The decision sparked backlash online, with angry comments and dislikes on Sakha-based social media pages from both pro- and anti-war users, according to the news outlet Govorit NeMoskva.

“I won’t attend Yhyakh. I don’t want to desecrate my faith and the traditions of my people,” one user was quoted as saying by the outlet.

Anti-war commenters argued the authorities were attempting to co-opt traditional celebrations to promote Moscow's invasion of Ukraine.

Meanwhile, some war supporters proposed canceling Yhyakh celebrations altogether and to instead send donation proceeds to mobilized soldiers, Govorit NeMoskva reported.
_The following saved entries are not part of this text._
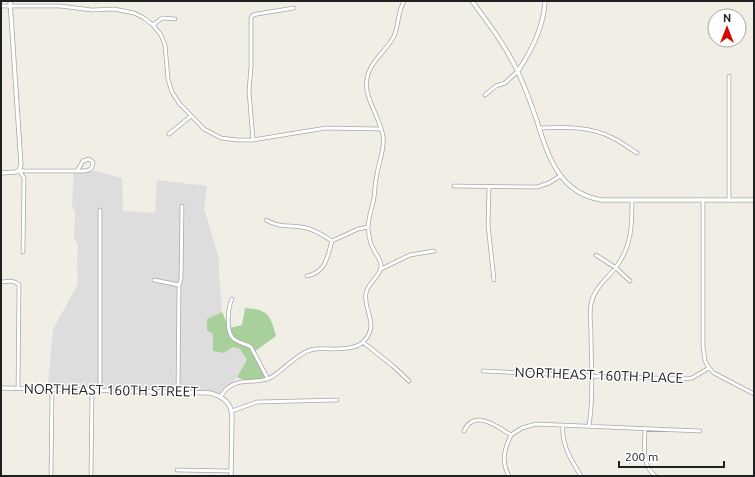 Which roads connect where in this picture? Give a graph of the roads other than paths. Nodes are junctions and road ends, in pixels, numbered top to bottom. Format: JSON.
{"nodes":[{"id":1,"x":10,"y":1,"type":"edge"},
{"id":2,"x":404,"y":1,"type":"edge"},
{"id":3,"x":472,"y":1,"type":"edge"},
{"id":4,"x":544,"y":1,"type":"edge"},
{"id":5,"x":1,"y":6,"type":"edge"},
{"id":6,"x":10,"y":6,"type":"junction"},
{"id":7,"x":294,"y":8,"type":"dead end"},
{"id":8,"x":175,"y":19,"type":"dead end"},
{"id":9,"x":153,"y":25,"type":"junction"},
{"id":10,"x":518,"y":71,"type":"junction"},
{"id":11,"x":729,"y":76,"type":"dead end"},
{"id":12,"x":485,"y":95,"type":"dead end"},
{"id":13,"x":191,"y":116,"type":"junction"},
{"id":14,"x":539,"y":128,"type":"junction"},
{"id":15,"x":381,"y":129,"type":"junction"},
{"id":16,"x":169,"y":134,"type":"dead end"},
{"id":17,"x":253,"y":140,"type":"junction"},
{"id":18,"x":637,"y":153,"type":"dead end"},
{"id":19,"x":20,"y":170,"type":"junction"},
{"id":20,"x":77,"y":171,"type":"junction"},
{"id":21,"x":1,"y":173,"type":"edge"},
{"id":22,"x":560,"y":176,"type":"junction"},
{"id":23,"x":454,"y":186,"type":"dead end"},
{"id":24,"x":489,"y":187,"type":"junction"},
{"id":25,"x":632,"y":200,"type":"junction"},
{"id":26,"x":703,"y":200,"type":"junction"},
{"id":27,"x":729,"y":200,"type":"junction"},
{"id":28,"x":754,"y":200,"type":"edge"},
{"id":29,"x":182,"y":206,"type":"dead end"},
{"id":30,"x":100,"y":210,"type":"dead end"},
{"id":31,"x":266,"y":220,"type":"dead end"},
{"id":32,"x":368,"y":227,"type":"junction"},
{"id":33,"x":332,"y":241,"type":"junction"},
{"id":34,"x":434,"y":251,"type":"dead end"},
{"id":35,"x":23,"y":252,"type":"dead end"},
{"id":36,"x":596,"y":255,"type":"dead end"},
{"id":37,"x":616,"y":268,"type":"junction"},
{"id":38,"x":381,"y":269,"type":"junction"},
{"id":39,"x":307,"y":276,"type":"dead end"},
{"id":40,"x":154,"y":280,"type":"dead end"},
{"id":41,"x":494,"y":280,"type":"dead end"},
{"id":42,"x":630,"y":281,"type":"dead end"},
{"id":43,"x":1,"y":282,"type":"edge"},
{"id":44,"x":179,"y":284,"type":"junction"},
{"id":45,"x":232,"y":299,"type":"dead end"},
{"id":46,"x":364,"y":342,"type":"junction"},
{"id":47,"x":709,"y":368,"type":"junction"},
{"id":48,"x":483,"y":371,"type":"dead end"},
{"id":49,"x":591,"y":376,"type":"junction"},
{"id":50,"x":268,"y":379,"type":"junction"},
{"id":51,"x":409,"y":381,"type":"dead end"},
{"id":52,"x":1,"y":388,"type":"edge"},
{"id":53,"x":18,"y":388,"type":"junction"},
{"id":54,"x":52,"y":389,"type":"junction"},
{"id":55,"x":92,"y":390,"type":"junction"},
{"id":56,"x":100,"y":390,"type":"junction"},
{"id":57,"x":178,"y":392,"type":"junction"},
{"id":58,"x":754,"y":394,"type":"edge"},
{"id":59,"x":221,"y":396,"type":"junction"},
{"id":60,"x":337,"y":400,"type":"dead end"},
{"id":61,"x":232,"y":411,"type":"junction"},
{"id":62,"x":563,"y":425,"type":"junction"},
{"id":63,"x":589,"y":426,"type":"junction"},
{"id":64,"x":645,"y":429,"type":"junction"},
{"id":65,"x":464,"y":431,"type":"dead end"},
{"id":66,"x":700,"y":432,"type":"dead end"},
{"id":67,"x":511,"y":436,"type":"junction"},
{"id":68,"x":177,"y":470,"type":"dead end"},
{"id":69,"x":231,"y":471,"type":"junction"},
{"id":70,"x":51,"y":476,"type":"edge"},
{"id":71,"x":91,"y":476,"type":"edge"},
{"id":72,"x":231,"y":476,"type":"edge"},
{"id":73,"x":509,"y":476,"type":"edge"},
{"id":74,"x":581,"y":476,"type":"edge"},
{"id":75,"x":655,"y":476,"type":"edge"}],
"edges":[{"from":1,"to":6,"type":"street"},
{"from":2,"to":15,"type":"street"},
{"from":3,"to":10,"type":"street"},
{"from":4,"to":10,"type":"street"},
{"from":5,"to":6,"type":"street"},
{"from":6,"to":9,"type":"street"},
{"from":6,"to":19,"type":"street"},
{"from":7,"to":17,"type":"street"},
{"from":8,"to":9,"type":"street"},
{"from":9,"to":13,"type":"street"},
{"from":10,"to":12,"type":"street"},
{"from":10,"to":14,"type":"street"},
{"from":11,"to":27,"type":"street"},
{"from":13,"to":16,"type":"street"},
{"from":13,"to":17,"type":"street"},
{"from":14,"to":18,"type":"street"},
{"from":14,"to":22,"type":"street"},
{"from":15,"to":17,"type":"street"},
{"from":15,"to":32,"type":"street"},
{"from":19,"to":20,"type":"street"},
{"from":19,"to":21,"type":"street"},
{"from":19,"to":35,"type":"street"},
{"from":20,"to":20,"type":"street"},
{"from":22,"to":24,"type":"street"},
{"from":22,"to":25,"type":"street"},
{"from":23,"to":24,"type":"street"},
{"from":24,"to":41,"type":"street"},
{"from":25,"to":26,"type":"street"},
{"from":25,"to":37,"type":"street"},
{"from":26,"to":27,"type":"street"},
{"from":26,"to":47,"type":"street"},
{"from":27,"to":28,"type":"street"},
{"from":29,"to":44,"type":"street"},
{"from":30,"to":56,"type":"street"},
{"from":31,"to":33,"type":"street"},
{"from":32,"to":33,"type":"street"},
{"from":32,"to":38,"type":"street"},
{"from":33,"to":39,"type":"street"},
{"from":34,"to":38,"type":"street"},
{"from":36,"to":37,"type":"street"},
{"from":37,"to":42,"type":"street"},
{"from":37,"to":49,"type":"street"},
{"from":38,"to":46,"type":"street"},
{"from":40,"to":44,"type":"street"},
{"from":43,"to":53,"type":"street"},
{"from":44,"to":57,"type":"street"},
{"from":45,"to":50,"type":"street"},
{"from":46,"to":50,"type":"street"},
{"from":46,"to":51,"type":"street"},
{"from":47,"to":49,"type":"street","name":"NORTHEAST 160TH PLACE"},
{"from":47,"to":58,"type":"street"},
{"from":48,"to":49,"type":"street","name":"NORTHEAST 160TH PLACE"},
{"from":49,"to":63,"type":"street"},
{"from":50,"to":59,"type":"street"},
{"from":52,"to":53,"type":"street","name":"NORTHEAST 160TH STREET"},
{"from":53,"to":54,"type":"street","name":"NORTHEAST 160TH STREET"},
{"from":54,"to":55,"type":"street","name":"NORTHEAST 160TH STREET"},
{"from":54,"to":70,"type":"street"},
{"from":55,"to":56,"type":"street","name":"NORTHEAST 160TH STREET"},
{"from":55,"to":71,"type":"street"},
{"from":56,"to":57,"type":"street","name":"NORTHEAST 160TH STREET"},
{"from":57,"to":59,"type":"street","name":"NORTHEAST 160TH STREET"},
{"from":59,"to":61,"type":"street"},
{"from":60,"to":61,"type":"street"},
{"from":61,"to":69,"type":"street"},
{"from":62,"to":63,"type":"street"},
{"from":62,"to":67,"type":"street"},
{"from":62,"to":74,"type":"street"},
{"from":63,"to":64,"type":"street"},
{"from":64,"to":66,"type":"street"},
{"from":64,"to":75,"type":"street"},
{"from":65,"to":67,"type":"street"},
{"from":67,"to":73,"type":"street"},
{"from":68,"to":69,"type":"street"},
{"from":69,"to":72,"type":"street"}]}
The most high-profile opposition to changes at this year’s festivities came from the locally-popular event host and social media influencer Liza Gazizova, who said she had turned down an offer to host the war-themed Yhyakh.

Gazizova previously criticized Russia’s 2020 constitutional referendum that cleared the way for President Vladimir Putin to seek re-election and remain in power until 2036.

It was not immediately clear whether the online outrage would be reflected in lower attendance numbers at Yhyakh celebrations on Wednesday, but images shared by local media outlets appeared to show half-empty stands at the event grounds. 

At last year’s celebrations, Sakha authorities boasted a record-setting attendance of 220,000 people from some 50 countries.

Russians from the republic of Sakha and the country's other ethnic republics have been disproportionately killed on the front lines in Ukraine.